**Data to examine:**
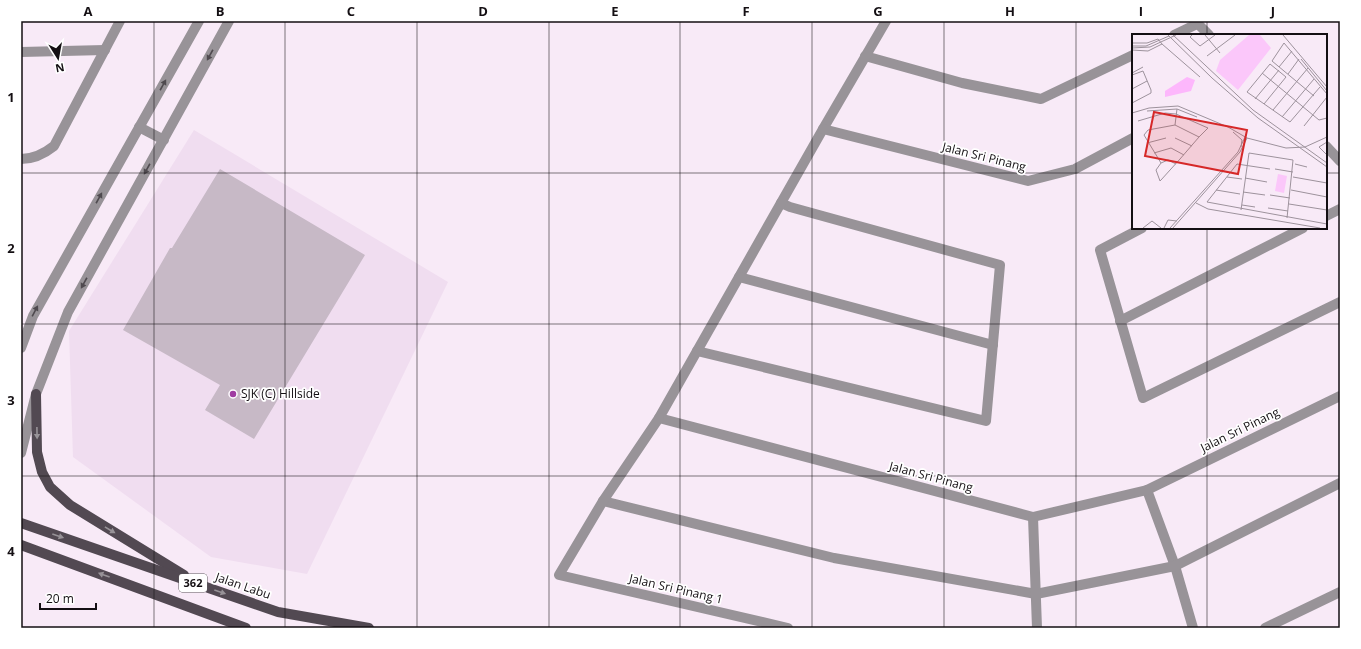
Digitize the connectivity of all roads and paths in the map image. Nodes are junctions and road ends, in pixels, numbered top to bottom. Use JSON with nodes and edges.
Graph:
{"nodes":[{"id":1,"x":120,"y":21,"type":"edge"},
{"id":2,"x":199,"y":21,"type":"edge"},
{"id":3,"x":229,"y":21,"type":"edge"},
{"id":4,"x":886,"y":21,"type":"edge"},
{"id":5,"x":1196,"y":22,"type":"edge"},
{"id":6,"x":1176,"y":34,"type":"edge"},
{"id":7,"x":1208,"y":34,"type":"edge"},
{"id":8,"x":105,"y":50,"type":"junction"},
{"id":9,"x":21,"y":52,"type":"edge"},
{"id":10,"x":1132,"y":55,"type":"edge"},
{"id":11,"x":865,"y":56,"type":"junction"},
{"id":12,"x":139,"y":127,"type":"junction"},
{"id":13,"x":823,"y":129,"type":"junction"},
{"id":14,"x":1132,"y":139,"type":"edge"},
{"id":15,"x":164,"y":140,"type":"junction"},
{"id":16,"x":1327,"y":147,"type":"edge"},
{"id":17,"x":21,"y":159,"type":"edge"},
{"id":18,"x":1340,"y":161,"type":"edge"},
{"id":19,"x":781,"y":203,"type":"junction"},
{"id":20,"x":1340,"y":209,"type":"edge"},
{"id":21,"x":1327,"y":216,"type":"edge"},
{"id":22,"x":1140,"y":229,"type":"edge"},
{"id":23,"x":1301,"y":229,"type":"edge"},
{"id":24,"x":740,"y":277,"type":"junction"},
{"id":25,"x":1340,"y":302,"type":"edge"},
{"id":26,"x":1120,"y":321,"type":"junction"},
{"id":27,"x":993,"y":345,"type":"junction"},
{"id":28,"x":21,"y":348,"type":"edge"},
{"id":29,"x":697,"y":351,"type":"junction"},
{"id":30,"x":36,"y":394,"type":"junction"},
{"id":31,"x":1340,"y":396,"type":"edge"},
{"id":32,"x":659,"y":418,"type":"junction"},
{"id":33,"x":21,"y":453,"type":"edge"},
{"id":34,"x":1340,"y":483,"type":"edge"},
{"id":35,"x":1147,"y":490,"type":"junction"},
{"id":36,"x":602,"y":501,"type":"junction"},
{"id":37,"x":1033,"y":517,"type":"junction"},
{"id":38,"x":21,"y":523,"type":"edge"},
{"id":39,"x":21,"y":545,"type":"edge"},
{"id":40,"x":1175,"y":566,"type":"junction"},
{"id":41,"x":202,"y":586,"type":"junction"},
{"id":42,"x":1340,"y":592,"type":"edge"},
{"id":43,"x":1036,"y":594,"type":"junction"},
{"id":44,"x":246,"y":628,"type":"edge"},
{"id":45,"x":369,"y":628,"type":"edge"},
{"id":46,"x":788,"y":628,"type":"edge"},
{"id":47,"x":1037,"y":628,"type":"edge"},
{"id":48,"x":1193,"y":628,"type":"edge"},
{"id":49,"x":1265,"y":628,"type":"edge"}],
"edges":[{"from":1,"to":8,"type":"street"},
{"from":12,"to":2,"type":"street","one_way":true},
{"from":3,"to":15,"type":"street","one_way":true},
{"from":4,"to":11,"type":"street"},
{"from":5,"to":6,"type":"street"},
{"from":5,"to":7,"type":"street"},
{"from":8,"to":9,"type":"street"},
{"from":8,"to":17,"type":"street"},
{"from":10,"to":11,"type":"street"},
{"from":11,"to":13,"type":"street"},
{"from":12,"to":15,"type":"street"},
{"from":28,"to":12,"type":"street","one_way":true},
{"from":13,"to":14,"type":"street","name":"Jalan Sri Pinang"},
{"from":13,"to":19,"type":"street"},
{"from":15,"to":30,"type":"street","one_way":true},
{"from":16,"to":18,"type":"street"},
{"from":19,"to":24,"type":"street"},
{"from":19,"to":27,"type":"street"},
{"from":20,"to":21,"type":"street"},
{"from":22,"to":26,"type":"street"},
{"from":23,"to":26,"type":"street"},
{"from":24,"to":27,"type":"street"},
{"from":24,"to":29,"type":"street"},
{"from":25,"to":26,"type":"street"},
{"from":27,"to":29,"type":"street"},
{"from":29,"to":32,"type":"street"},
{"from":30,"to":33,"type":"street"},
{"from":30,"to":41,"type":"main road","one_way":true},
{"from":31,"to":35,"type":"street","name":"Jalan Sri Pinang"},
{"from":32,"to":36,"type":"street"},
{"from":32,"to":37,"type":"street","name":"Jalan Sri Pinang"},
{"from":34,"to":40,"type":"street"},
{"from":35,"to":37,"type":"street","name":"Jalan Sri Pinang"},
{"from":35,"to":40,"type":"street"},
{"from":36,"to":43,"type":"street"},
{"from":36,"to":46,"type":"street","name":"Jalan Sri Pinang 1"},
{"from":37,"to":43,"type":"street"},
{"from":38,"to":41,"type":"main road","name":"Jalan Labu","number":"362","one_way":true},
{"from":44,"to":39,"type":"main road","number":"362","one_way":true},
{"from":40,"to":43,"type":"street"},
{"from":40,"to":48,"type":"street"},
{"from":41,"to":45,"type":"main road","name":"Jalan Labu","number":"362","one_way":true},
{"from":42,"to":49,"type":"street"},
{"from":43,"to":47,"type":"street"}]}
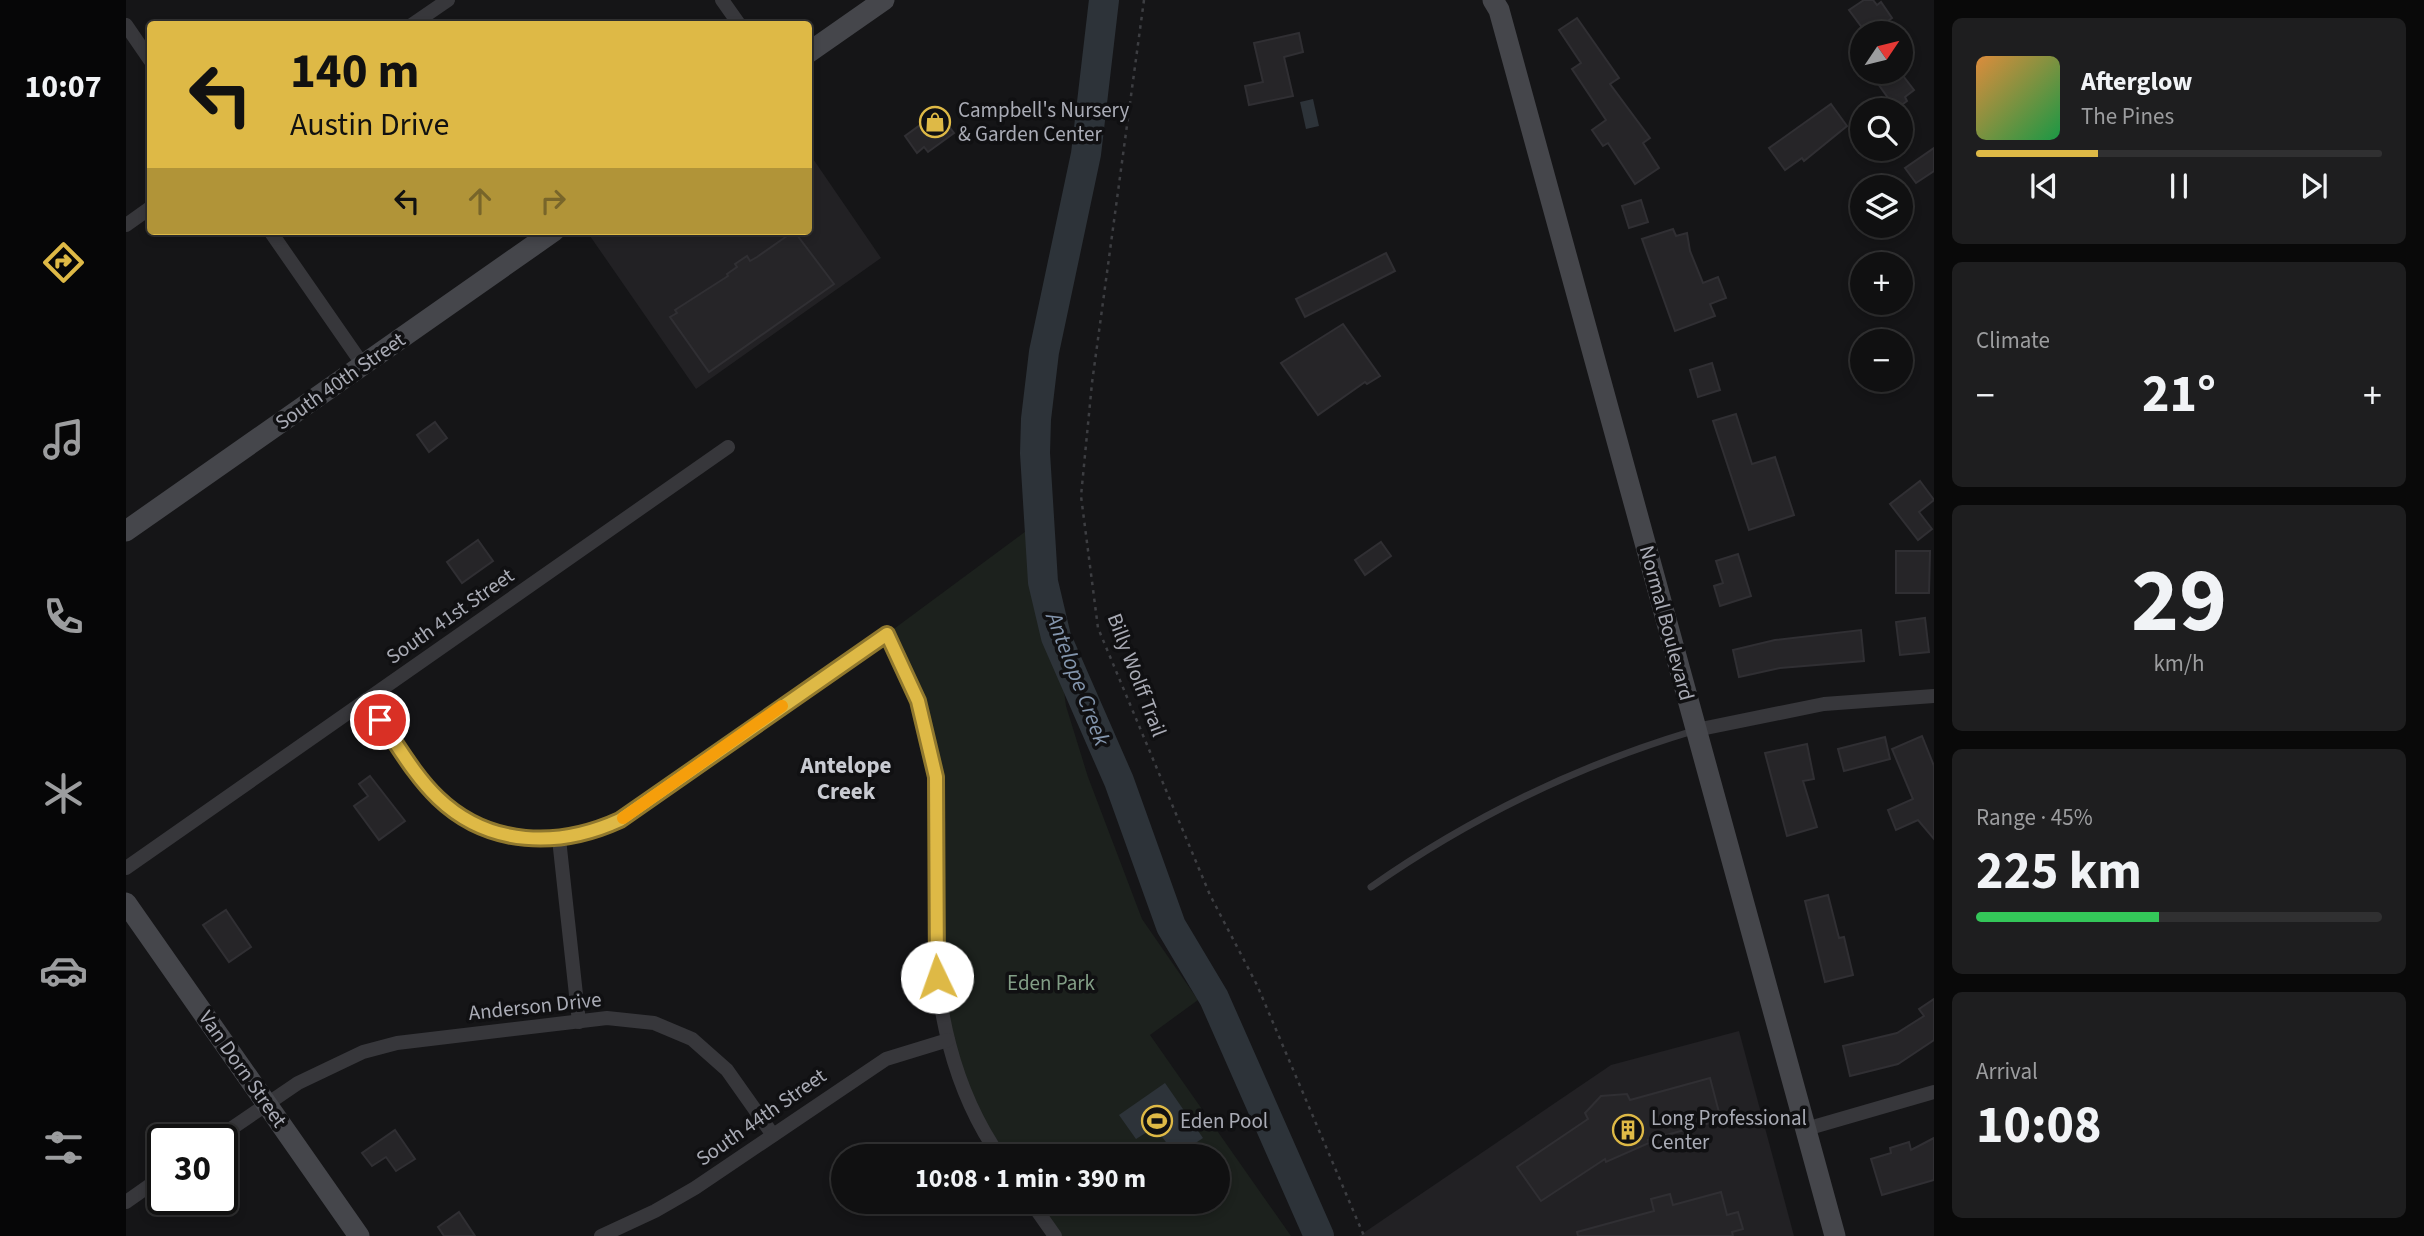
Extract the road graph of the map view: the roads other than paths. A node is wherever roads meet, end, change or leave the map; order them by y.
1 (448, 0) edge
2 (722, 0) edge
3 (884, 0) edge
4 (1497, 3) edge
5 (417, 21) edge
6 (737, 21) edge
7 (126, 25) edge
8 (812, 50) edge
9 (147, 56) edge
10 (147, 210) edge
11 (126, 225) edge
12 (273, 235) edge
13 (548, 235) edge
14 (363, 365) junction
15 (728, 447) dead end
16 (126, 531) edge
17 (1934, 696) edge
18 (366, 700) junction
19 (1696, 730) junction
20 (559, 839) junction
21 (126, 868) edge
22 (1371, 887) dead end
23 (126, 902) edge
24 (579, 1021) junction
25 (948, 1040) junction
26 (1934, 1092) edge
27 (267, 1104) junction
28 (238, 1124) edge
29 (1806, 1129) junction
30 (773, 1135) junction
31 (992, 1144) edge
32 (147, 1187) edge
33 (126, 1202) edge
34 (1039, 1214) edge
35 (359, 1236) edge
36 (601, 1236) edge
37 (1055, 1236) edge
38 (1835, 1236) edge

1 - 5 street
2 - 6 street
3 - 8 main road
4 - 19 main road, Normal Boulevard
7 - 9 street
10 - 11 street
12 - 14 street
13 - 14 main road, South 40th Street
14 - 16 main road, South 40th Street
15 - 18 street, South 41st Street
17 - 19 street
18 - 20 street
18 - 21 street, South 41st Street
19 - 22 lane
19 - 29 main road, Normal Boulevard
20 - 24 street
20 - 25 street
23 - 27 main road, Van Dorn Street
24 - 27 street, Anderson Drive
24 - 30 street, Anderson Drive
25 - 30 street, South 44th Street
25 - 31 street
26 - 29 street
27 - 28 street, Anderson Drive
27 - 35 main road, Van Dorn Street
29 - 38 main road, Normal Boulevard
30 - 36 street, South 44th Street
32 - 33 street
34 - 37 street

**Work instructions:** Please give the entries again word for word, without any pictures.

**Output of the task:**
Digitize the connectivity of all roads and paths in the map image. Nodes are junctions and road ends, in pixels, numbered top to bottom. Use JSON with nodes and edges.
Graph:
{"nodes":[{"id":1,"x":120,"y":21,"type":"edge"},
{"id":2,"x":199,"y":21,"type":"edge"},
{"id":3,"x":229,"y":21,"type":"edge"},
{"id":4,"x":886,"y":21,"type":"edge"},
{"id":5,"x":1196,"y":22,"type":"edge"},
{"id":6,"x":1176,"y":34,"type":"edge"},
{"id":7,"x":1208,"y":34,"type":"edge"},
{"id":8,"x":105,"y":50,"type":"junction"},
{"id":9,"x":21,"y":52,"type":"edge"},
{"id":10,"x":1132,"y":55,"type":"edge"},
{"id":11,"x":865,"y":56,"type":"junction"},
{"id":12,"x":139,"y":127,"type":"junction"},
{"id":13,"x":823,"y":129,"type":"junction"},
{"id":14,"x":1132,"y":139,"type":"edge"},
{"id":15,"x":164,"y":140,"type":"junction"},
{"id":16,"x":1327,"y":147,"type":"edge"},
{"id":17,"x":21,"y":159,"type":"edge"},
{"id":18,"x":1340,"y":161,"type":"edge"},
{"id":19,"x":781,"y":203,"type":"junction"},
{"id":20,"x":1340,"y":209,"type":"edge"},
{"id":21,"x":1327,"y":216,"type":"edge"},
{"id":22,"x":1140,"y":229,"type":"edge"},
{"id":23,"x":1301,"y":229,"type":"edge"},
{"id":24,"x":740,"y":277,"type":"junction"},
{"id":25,"x":1340,"y":302,"type":"edge"},
{"id":26,"x":1120,"y":321,"type":"junction"},
{"id":27,"x":993,"y":345,"type":"junction"},
{"id":28,"x":21,"y":348,"type":"edge"},
{"id":29,"x":697,"y":351,"type":"junction"},
{"id":30,"x":36,"y":394,"type":"junction"},
{"id":31,"x":1340,"y":396,"type":"edge"},
{"id":32,"x":659,"y":418,"type":"junction"},
{"id":33,"x":21,"y":453,"type":"edge"},
{"id":34,"x":1340,"y":483,"type":"edge"},
{"id":35,"x":1147,"y":490,"type":"junction"},
{"id":36,"x":602,"y":501,"type":"junction"},
{"id":37,"x":1033,"y":517,"type":"junction"},
{"id":38,"x":21,"y":523,"type":"edge"},
{"id":39,"x":21,"y":545,"type":"edge"},
{"id":40,"x":1175,"y":566,"type":"junction"},
{"id":41,"x":202,"y":586,"type":"junction"},
{"id":42,"x":1340,"y":592,"type":"edge"},
{"id":43,"x":1036,"y":594,"type":"junction"},
{"id":44,"x":246,"y":628,"type":"edge"},
{"id":45,"x":369,"y":628,"type":"edge"},
{"id":46,"x":788,"y":628,"type":"edge"},
{"id":47,"x":1037,"y":628,"type":"edge"},
{"id":48,"x":1193,"y":628,"type":"edge"},
{"id":49,"x":1265,"y":628,"type":"edge"}],
"edges":[{"from":1,"to":8,"type":"street"},
{"from":12,"to":2,"type":"street","one_way":true},
{"from":3,"to":15,"type":"street","one_way":true},
{"from":4,"to":11,"type":"street"},
{"from":5,"to":6,"type":"street"},
{"from":5,"to":7,"type":"street"},
{"from":8,"to":9,"type":"street"},
{"from":8,"to":17,"type":"street"},
{"from":10,"to":11,"type":"street"},
{"from":11,"to":13,"type":"street"},
{"from":12,"to":15,"type":"street"},
{"from":28,"to":12,"type":"street","one_way":true},
{"from":13,"to":14,"type":"street","name":"Jalan Sri Pinang"},
{"from":13,"to":19,"type":"street"},
{"from":15,"to":30,"type":"street","one_way":true},
{"from":16,"to":18,"type":"street"},
{"from":19,"to":24,"type":"street"},
{"from":19,"to":27,"type":"street"},
{"from":20,"to":21,"type":"street"},
{"from":22,"to":26,"type":"street"},
{"from":23,"to":26,"type":"street"},
{"from":24,"to":27,"type":"street"},
{"from":24,"to":29,"type":"street"},
{"from":25,"to":26,"type":"street"},
{"from":27,"to":29,"type":"street"},
{"from":29,"to":32,"type":"street"},
{"from":30,"to":33,"type":"street"},
{"from":30,"to":41,"type":"main road","one_way":true},
{"from":31,"to":35,"type":"street","name":"Jalan Sri Pinang"},
{"from":32,"to":36,"type":"street"},
{"from":32,"to":37,"type":"street","name":"Jalan Sri Pinang"},
{"from":34,"to":40,"type":"street"},
{"from":35,"to":37,"type":"street","name":"Jalan Sri Pinang"},
{"from":35,"to":40,"type":"street"},
{"from":36,"to":43,"type":"street"},
{"from":36,"to":46,"type":"street","name":"Jalan Sri Pinang 1"},
{"from":37,"to":43,"type":"street"},
{"from":38,"to":41,"type":"main road","name":"Jalan Labu","number":"362","one_way":true},
{"from":44,"to":39,"type":"main road","number":"362","one_way":true},
{"from":40,"to":43,"type":"street"},
{"from":40,"to":48,"type":"street"},
{"from":41,"to":45,"type":"main road","name":"Jalan Labu","number":"362","one_way":true},
{"from":42,"to":49,"type":"street"},
{"from":43,"to":47,"type":"street"}]}
Extract the road graph of the map view: the roads other than paths. A node is wherever roads meet, end, change or leave the map; order them by y.
1 (448, 0) edge
2 (722, 0) edge
3 (884, 0) edge
4 (1497, 3) edge
5 (417, 21) edge
6 (737, 21) edge
7 (126, 25) edge
8 (812, 50) edge
9 (147, 56) edge
10 (147, 210) edge
11 (126, 225) edge
12 (273, 235) edge
13 (548, 235) edge
14 (363, 365) junction
15 (728, 447) dead end
16 (126, 531) edge
17 (1934, 696) edge
18 (366, 700) junction
19 (1696, 730) junction
20 (559, 839) junction
21 (126, 868) edge
22 (1371, 887) dead end
23 (126, 902) edge
24 (579, 1021) junction
25 (948, 1040) junction
26 (1934, 1092) edge
27 (267, 1104) junction
28 (238, 1124) edge
29 (1806, 1129) junction
30 (773, 1135) junction
31 (992, 1144) edge
32 (147, 1187) edge
33 (126, 1202) edge
34 (1039, 1214) edge
35 (359, 1236) edge
36 (601, 1236) edge
37 (1055, 1236) edge
38 (1835, 1236) edge

1 - 5 street
2 - 6 street
3 - 8 main road
4 - 19 main road, Normal Boulevard
7 - 9 street
10 - 11 street
12 - 14 street
13 - 14 main road, South 40th Street
14 - 16 main road, South 40th Street
15 - 18 street, South 41st Street
17 - 19 street
18 - 20 street
18 - 21 street, South 41st Street
19 - 22 lane
19 - 29 main road, Normal Boulevard
20 - 24 street
20 - 25 street
23 - 27 main road, Van Dorn Street
24 - 27 street, Anderson Drive
24 - 30 street, Anderson Drive
25 - 30 street, South 44th Street
25 - 31 street
26 - 29 street
27 - 28 street, Anderson Drive
27 - 35 main road, Van Dorn Street
29 - 38 main road, Normal Boulevard
30 - 36 street, South 44th Street
32 - 33 street
34 - 37 street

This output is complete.